WORKING DATA:

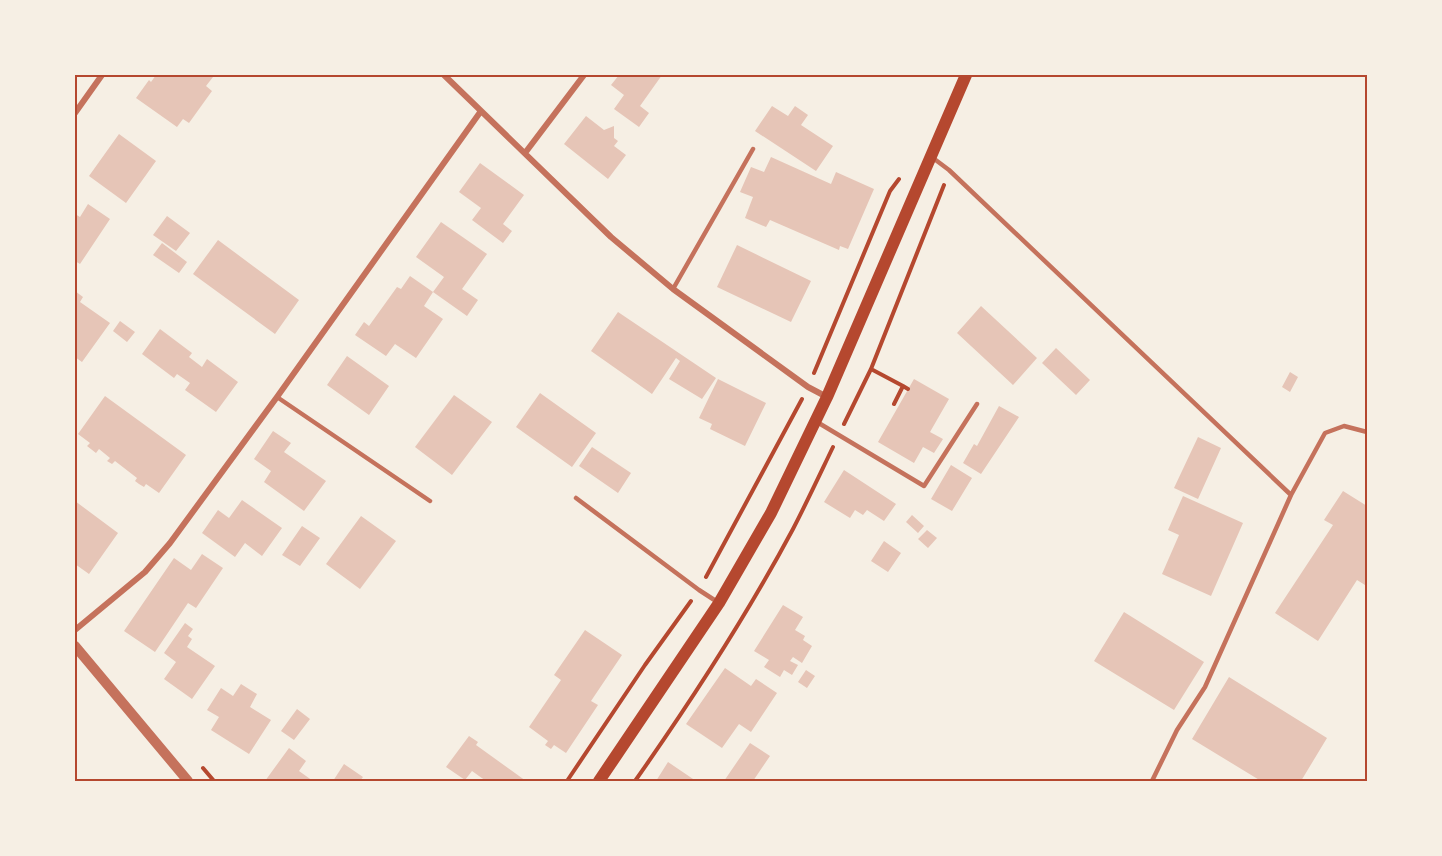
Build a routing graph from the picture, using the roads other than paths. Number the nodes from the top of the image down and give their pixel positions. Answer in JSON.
{"nodes":[{"id":1,"x":102,"y":75,"type":"edge"},
{"id":2,"x":444,"y":75,"type":"edge"},
{"id":3,"x":584,"y":75,"type":"edge"},
{"id":4,"x":966,"y":75,"type":"edge"},
{"id":5,"x":481,"y":111,"type":"junction"},
{"id":6,"x":75,"y":113,"type":"edge"},
{"id":7,"x":753,"y":149,"type":"dead end"},
{"id":8,"x":525,"y":153,"type":"junction"},
{"id":9,"x":932,"y":156,"type":"junction"},
{"id":10,"x":673,"y":289,"type":"junction"},
{"id":11,"x":277,"y":397,"type":"junction"},
{"id":12,"x":827,"y":397,"type":"junction"},
{"id":13,"x":977,"y":404,"type":"dead end"},
{"id":14,"x":814,"y":421,"type":"junction"},
{"id":15,"x":1367,"y":432,"type":"edge"},
{"id":16,"x":1292,"y":495,"type":"junction"},
{"id":17,"x":576,"y":498,"type":"dead end"},
{"id":18,"x":430,"y":501,"type":"dead end"},
{"id":19,"x":719,"y":603,"type":"junction"},
{"id":20,"x":75,"y":630,"type":"edge"},
{"id":21,"x":75,"y":646,"type":"edge"},
{"id":22,"x":188,"y":781,"type":"edge"},
{"id":23,"x":599,"y":781,"type":"edge"},
{"id":24,"x":1152,"y":781,"type":"edge"}],
"edges":[{"from":1,"to":6,"type":"street"},
{"from":2,"to":5,"type":"street"},
{"from":3,"to":8,"type":"street"},
{"from":4,"to":9,"type":"main road"},
{"from":5,"to":8,"type":"street"},
{"from":5,"to":11,"type":"street"},
{"from":7,"to":10,"type":"lane"},
{"from":8,"to":10,"type":"street"},
{"from":9,"to":12,"type":"main road"},
{"from":9,"to":16,"type":"lane"},
{"from":10,"to":12,"type":"street"},
{"from":11,"to":18,"type":"lane"},
{"from":11,"to":20,"type":"street"},
{"from":12,"to":14,"type":"main road"},
{"from":13,"to":14,"type":"lane"},
{"from":14,"to":19,"type":"main road"},
{"from":15,"to":16,"type":"lane"},
{"from":16,"to":24,"type":"lane"},
{"from":17,"to":19,"type":"lane"},
{"from":19,"to":23,"type":"main road"},
{"from":21,"to":22,"type":"street"}]}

REQUIRED ACTION: Take from the listing above each line in which the string "street" is found.

EXERCISE RESPONSE:
"edges":[{"from":1,"to":6,"type":"street"},
{"from":2,"to":5,"type":"street"},
{"from":3,"to":8,"type":"street"},
{"from":5,"to":8,"type":"street"},
{"from":5,"to":11,"type":"street"},
{"from":8,"to":10,"type":"street"},
{"from":10,"to":12,"type":"street"},
{"from":11,"to":20,"type":"street"},
{"from":21,"to":22,"type":"street"}]}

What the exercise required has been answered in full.